I’d like to say a few words about each of them before turning to the question of why they were killed and what their lives and deaths mean for us.  Ignacio Ellacuría was the rector or president of the UCA; he was a philosopher who had published many books and articles and it was under his guidance that the University, which had been founded only a couple of decades before, in 1965, by well-off Catholic families, had turned its attention more and more explicitly to the unjust conditions of Salvadoran society.  Ignacio Martín-Baró was academic vice rector at the UCA, taught psychology and had founded the Institute of Public Opinion, which polled the Salvadoran people in order to counteract government-controlled media propaganda.  Segundo Montes was academically trained first in physics, and he taught physics for a number of years at the Jesuit high school, the Externado San José, before doing further study in anthropology and sociology which he taught at the UCA.  When in the early ’80s he’d heard from army officers who had been former high school students of his that there was a plan brewing already then to murder Ellacuría, him, and three other directors of the UCA, he told an anxious member of the UCA’s staff, “What am I going to do?  If they kill me, they kill me.”[2]  Later in the ’80s, just a year before he was killed, a journalist asked if he had ever thought about fleeing the country and he said, “We are here not just as teachers and social scientists.  We are also parish priests, and the people need to have the Church stay with them in these terrible times – the rich as well as the poor.  The rich need to hear from us, just as do the poor.  God’s grace does not leave, so neither can we.”[3]

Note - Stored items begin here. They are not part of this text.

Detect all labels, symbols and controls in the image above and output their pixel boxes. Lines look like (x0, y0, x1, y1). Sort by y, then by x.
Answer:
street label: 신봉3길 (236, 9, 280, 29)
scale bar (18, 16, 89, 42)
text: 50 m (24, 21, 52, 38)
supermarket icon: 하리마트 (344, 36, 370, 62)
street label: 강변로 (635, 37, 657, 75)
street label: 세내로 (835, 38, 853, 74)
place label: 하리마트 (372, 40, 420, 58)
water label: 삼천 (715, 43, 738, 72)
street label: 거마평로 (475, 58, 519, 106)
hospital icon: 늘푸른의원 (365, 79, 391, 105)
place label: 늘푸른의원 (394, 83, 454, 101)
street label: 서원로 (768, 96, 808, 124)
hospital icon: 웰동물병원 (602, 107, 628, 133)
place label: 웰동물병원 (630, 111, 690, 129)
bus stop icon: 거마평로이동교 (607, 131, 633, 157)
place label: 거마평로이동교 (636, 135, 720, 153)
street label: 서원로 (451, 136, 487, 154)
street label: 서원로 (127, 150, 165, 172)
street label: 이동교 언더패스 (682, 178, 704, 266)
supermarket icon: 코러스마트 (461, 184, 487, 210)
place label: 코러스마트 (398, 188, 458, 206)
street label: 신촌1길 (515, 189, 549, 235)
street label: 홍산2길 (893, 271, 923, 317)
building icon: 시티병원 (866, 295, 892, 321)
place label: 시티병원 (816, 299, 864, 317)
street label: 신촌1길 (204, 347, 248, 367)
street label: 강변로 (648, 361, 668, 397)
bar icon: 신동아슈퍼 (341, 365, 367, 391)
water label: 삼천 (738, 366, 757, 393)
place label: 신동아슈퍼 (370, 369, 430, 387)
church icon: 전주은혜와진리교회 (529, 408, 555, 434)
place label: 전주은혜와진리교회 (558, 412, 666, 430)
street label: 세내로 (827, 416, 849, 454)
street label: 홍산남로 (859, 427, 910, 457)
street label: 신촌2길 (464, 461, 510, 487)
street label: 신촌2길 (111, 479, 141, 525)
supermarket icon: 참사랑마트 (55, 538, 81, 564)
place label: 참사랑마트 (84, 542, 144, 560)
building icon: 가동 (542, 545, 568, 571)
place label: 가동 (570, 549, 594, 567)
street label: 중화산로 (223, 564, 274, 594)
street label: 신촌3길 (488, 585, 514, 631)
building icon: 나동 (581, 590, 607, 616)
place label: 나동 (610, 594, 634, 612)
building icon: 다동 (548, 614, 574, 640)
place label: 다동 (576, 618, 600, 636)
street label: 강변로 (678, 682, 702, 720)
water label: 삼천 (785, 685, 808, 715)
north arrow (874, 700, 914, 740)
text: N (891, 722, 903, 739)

Juan Ramón Moreno was librarian for the Center for Theological Reflection at the UCA and assistant director of the Oscar Romero Center which had recently been established.  Earlier, he’d had a stint as interim rector at the Externado San José about which I’ll say something in a moment.  Amando López had been head of the Central American University in Managua, Nicaragua and, before that, had been put in charge at age 34 of San Salvador’s diocesan seminary; he taught theology at the UCA.  José Joaquin López y López was the only one of the six Jesuit martyrs not born in Spain; he was Salvadoran, born into a wealthy family that owned coffee plantations and a well-known dairy business.  It was López y López who had gotten the funding from elite families and conservative politicians he knew to start the UCA back in the early ’60s.  As the UCA turned increasingly in the direction of liberation theology and to exposing the injustices of El Salvador’s existing economic system, it offended the people from whom López y López had raised the initial funds to start the UCA.  This put him in an awkward spot, yet he was general secretary to the UCA faculty for many years and accepted Ellacuría’s invitation in 1988 to join the Jesuit community in their house on the UCA campus even though he knew there had been many death threats already against those living there. 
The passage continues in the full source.